Quote:
|
Originally Posted by xeturbo
Hi,
im new to this forum, and i am currently saving money to transfer my 302 to 351.
my 302 is very healthy and has only done 80,000 ks as it was rebuilt for full gas. my engine is now running optimax through a holley carby.
i am purchasing 351 rods+crank.
i am just wondering would i still be able to keep my 302 heads or will i have mega problems with pinging?
also i was wondering what type of cam you guys would reccomend for a lumpy idle so i can get some useable street power, say 5500 redline?
and also whats the point of view on cam gears?
thanks very much for you help, John.
|
You will want to clean the heads up using about a maximum of .006" milling to keep compression from climbing any more than necessary. Same with the block, just a clean-up of the deck. Aim for about a .020-.035" deck height for better results.

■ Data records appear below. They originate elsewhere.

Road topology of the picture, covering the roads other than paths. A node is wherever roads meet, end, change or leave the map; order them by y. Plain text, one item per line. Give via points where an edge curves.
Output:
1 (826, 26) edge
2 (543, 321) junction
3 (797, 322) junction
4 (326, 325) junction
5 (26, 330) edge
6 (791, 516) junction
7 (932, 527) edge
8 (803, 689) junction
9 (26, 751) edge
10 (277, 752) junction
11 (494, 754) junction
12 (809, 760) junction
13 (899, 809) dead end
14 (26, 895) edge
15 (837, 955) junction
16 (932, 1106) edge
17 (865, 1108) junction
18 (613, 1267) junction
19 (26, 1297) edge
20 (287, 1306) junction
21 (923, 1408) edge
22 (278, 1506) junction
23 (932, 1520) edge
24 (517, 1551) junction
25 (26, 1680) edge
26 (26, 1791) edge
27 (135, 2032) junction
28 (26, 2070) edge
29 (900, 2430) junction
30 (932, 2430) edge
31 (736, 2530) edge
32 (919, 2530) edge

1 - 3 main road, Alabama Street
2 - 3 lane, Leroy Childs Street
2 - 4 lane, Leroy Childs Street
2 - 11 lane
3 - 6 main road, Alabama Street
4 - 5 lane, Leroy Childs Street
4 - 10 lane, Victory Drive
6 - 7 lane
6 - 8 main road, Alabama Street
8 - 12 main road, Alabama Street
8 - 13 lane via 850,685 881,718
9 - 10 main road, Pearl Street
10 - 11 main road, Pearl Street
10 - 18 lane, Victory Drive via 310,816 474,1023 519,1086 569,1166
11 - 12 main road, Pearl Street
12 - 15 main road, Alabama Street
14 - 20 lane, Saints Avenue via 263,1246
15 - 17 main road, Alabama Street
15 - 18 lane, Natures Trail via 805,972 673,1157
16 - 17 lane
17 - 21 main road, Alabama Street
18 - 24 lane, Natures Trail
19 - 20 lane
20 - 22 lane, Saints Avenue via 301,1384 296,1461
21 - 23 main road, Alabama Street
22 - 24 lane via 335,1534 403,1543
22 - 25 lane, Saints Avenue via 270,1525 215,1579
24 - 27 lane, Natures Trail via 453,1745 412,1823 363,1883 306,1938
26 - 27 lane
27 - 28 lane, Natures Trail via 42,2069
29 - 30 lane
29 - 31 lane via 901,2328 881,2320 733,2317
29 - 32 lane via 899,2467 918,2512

Pinging is very relative to everything installed in the engine and the work that the engine is doing for the given environmental conditions it faces.
Considering what you're trying to do with it, the best all-around camshaft for it won't be very lumpy, but will make very good performance across the entire useful engine RPM range. A lumpier cam can help reduce the potential for predetonation, but it will move the effective RPM range to a much more mid-range to upper RPM level, which you may not want especially for a daily driver.
I would also look for a thicker cylinder head gasket. Try to find one that will compress at about .046" or more as this will reduce your compression ratio a good bit, too.
My recommendation is to use a good Roll Master or similar timing gear and chain set. They are much less expensive and a better choice for a street engine. I run one in my 600+ HP drag engine and wouldn't run a floating idler gear drive. I've ran fixed idler gear drives and they are just noisey and expensive. I've ran gears/chain ever since.
Someone with more experience running the 302C head should have a better game plan than I can provide. They will know what works and what doesn't work for that cylinder head. I've ran the 4V closed chamber cousin of it on a number of engines, but I wasn't trying to keep from making compression with them. I've got a set now that I'm prepping.
I would focus my efforts on building up the cylinder heads and using a nice solid flat tappet camshaft with a Weiand X-celerator inlet manifold and push your RPM range up to about 2800-6100 (to as much as maybe 6500, depending on your head work and cam choice).
You would have all of the desired lumpity-lump that you want with good strong upper low RPM to very strong mid range to lower top end power that you could want in a daily driver. A camshaft with about 24-30 degrees of valve overlap (based on .050" lift) would put your cylinder pressure into a position where you could use the heads without any real "special considerations" for PULP.
I would use a good set of one-piece stainless steel valves at factory sizes of 2.07" x 1.65" as these are plenty big, IMO. I would machine the heads for screw-in studs and guide plates and run a good set of Crane Gold roller rocker arms or similar. You will need hardened pushrods for use with guide plates.
I would probably consider a camshaft with about 226* of inlet duration at .050" and about 230* of exhaust duration at .050" on a 112* LSA with lift at about .545" to .560" maximum. Crow makes a hydraulic flat tappet camshaft that is fairly close to these specs using part number: 211367 I would find someone who knows how to recondition the heads who also knows how to properly mildly port them. The money spent on the heads will be a good investment for performance. They won't need a lot of work to do fairly well, especially at engine RPMs below about 6000.
With a little bit of work you can make about 360-420+ HP from this sort of combination, depending on how mild or how wild you want to go with it.
If you're on a tighter budget, the Crow hydraulic camshaft above with a good set of roller tipped pedelstal-type rocker arms and reconditioning of your heads with some attention to cleaning up the port transitions (bowl work) would be a good choice along with a good timing gears/chain set, which in Australia are excellent quality parts that we here in the US import for our Clevelands.
My own preference in "engine sounds" is more focused on the right exhaust note than the whiney sound of a gear drive. A hard thumping exhaust that isn't too loud but isn't too quiet that speaks just the right amount of "you better watch your ass if the light changes" is, to me, a much better "announcement" than an electric drill running a metal holesaw through steel under the hood all of the time.
Of course, this same combination with a set of AFD 2V alloys will produce 500 HP if you have the cash. It will run much better on PULP, too. And it will take off about 25 kilos from the front of your car.